Abstract

It is just fifty years ago since Theodor Herzl, a Viennese Jew who, short of baptism, was completely assimilated, went to Paris to report the trial of Alfred Dreyfus, a French Jew and an officer of the French army who, like Herzl, had ceased to be Jewish in anything but name. The extraordinary outburst of anti-semitism to which the trial gave rise and the completely unjustifiable conviction of Dreyfus moved Herzl to the depths.

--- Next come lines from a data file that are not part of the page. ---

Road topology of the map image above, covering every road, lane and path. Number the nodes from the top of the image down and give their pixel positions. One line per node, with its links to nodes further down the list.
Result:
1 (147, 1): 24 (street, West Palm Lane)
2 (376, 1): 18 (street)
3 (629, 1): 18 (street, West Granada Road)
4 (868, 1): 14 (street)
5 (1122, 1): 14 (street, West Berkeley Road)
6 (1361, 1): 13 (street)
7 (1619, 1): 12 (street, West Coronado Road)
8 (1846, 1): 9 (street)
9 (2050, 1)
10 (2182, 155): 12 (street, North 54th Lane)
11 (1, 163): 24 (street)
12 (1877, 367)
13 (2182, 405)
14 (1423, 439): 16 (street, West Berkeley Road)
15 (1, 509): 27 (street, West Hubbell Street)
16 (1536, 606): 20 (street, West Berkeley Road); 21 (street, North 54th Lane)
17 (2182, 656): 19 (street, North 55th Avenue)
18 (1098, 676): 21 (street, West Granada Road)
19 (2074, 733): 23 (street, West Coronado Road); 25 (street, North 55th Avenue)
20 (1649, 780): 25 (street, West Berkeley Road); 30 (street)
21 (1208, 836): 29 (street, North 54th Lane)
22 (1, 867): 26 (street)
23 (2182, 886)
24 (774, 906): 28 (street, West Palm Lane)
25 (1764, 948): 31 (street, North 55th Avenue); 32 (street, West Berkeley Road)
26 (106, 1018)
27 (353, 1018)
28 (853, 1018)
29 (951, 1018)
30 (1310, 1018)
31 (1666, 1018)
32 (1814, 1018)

The Jewish problem, the present plight and future destiny of the Jewish people, became the dominating concern of the remaining years of his life. Three years later a Zionist organisation was set up under his leadership. Its aim was formulated foy its first Congress, held at Basle in August, 1897. ‘Zionism,’ the Congress declared, ‘aims at establishing-for the Jewish people a home in Palestine secured by public law.’Twenty-five years later, on November 2nd, 1917, a letter was addressed to the then Lord Rothschild by Arthur James Balfour, Secretary of State for Foreign Affairs, on behalf of His Majesty’s Government, viewing with favour ‘the establishment in Palestine of a “national home for the Jewish people,’ and undertaking to ‘use their best endeavour to facilitate the achievement of this object, it being clearly understood that nothing shall be done which may prejudice the civil and religious rights of existing non-Jewish communities in Palestine, or the rights and political status enjoyed by Jews in any other country.’